“What is a weed? A plant whose virtues have not yet been discovered.”
~Ralph Waldo Emerson, Fortune of the Republic, 1878
I’m the sort of gardener that, when faced with a decision on whether to let a plant I don’t recognize continue on its path, or just pull (or dig, as the case may be) it out, I just leave it until I can discover its virtues.
I figure I can always pull it out later if I find we are not a good fit (like the forget-me-not’s a few years ago). I’m still paying for that one! I’ve learned to pick my battles. So, don’t assume that just because you don’t recognize a plant growing in your yard, it doesn’t mean its it has no virtue’s and should be disposed of immediately. Remember, you can always take it out later. Read on…
About 4 years ago as I was in my usual gardening position (read: on my hands and knees pulling out weeds) when I came across a spindly little woody-like plant growing at the upper lot of our backyard. No leaves or any hint to its identity. It was about 10 inches high. I found it interesting – just a stick growing straight and tall (about 10 inches). I scratched the woody stem with my thumbnail to see if it was alive or dead. The scratch showed green under the bark telling me it was indeed viable. I just let it continue knowing I just needed to let it do what it needs to do.
As time went by, I pretty much forgot about it, until last Spring. It suddenly seemed to be about 6 ft. tall. It had grown enough for me to see that it was, in fact, a tree and that it had thorns. Hmmmm…some sort of Hawthorn, I thought. I just didn’t know what kind of Hawthorn (there are many species in the Crataegus family). In fact, the thorns were turning into branches. I did some research on it and it turned out to be the Crataegus douglasii lindl. A Native from Alaska to California and in Eastern US. So glad I didn’t yank it out when it was just a stick. Ya never know!

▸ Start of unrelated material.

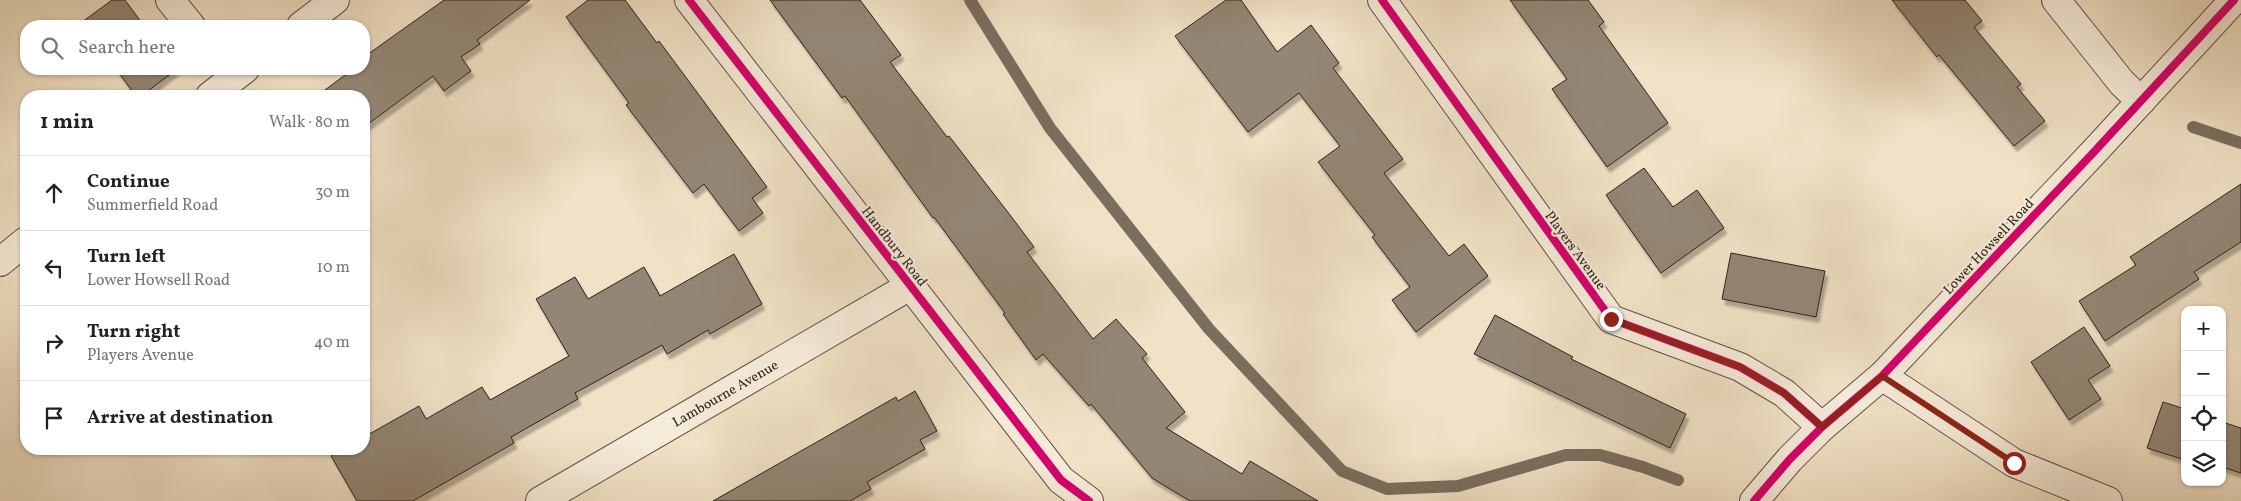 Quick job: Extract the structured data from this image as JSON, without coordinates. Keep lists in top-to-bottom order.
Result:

I continued to monitor it as Spring rolled into summer. After all of its leaves were out, I was checking on it only to find that the leaves were laden with aphids! Arrgggg!! I dug up one of the Alyssum’s we’d planted around the roses to protect them. I say protect because Alyssum is one of those plants that attracts beneficial insects (more beneficial insects in an upcoming blog and what plants attracts them to your yard). In this case, a small wasp that feeds on aphids are attracted to the summer annual Alyssum. After a week or so, I went up the hill to water the Alyssum and noticed a few Ladybugs on the leaves happily munching on the aphids. YAY! I thought. Well, I am just going to let nature take its course on this one. I found out that the tree itself attracts beneficial insect’s like ladybugs (the flowers attract other pollinators). The ladybugs lay their eggs on the underside of the leaves. When the aphids show up, the hatching eggs have something to eat after the hard work of coming to life.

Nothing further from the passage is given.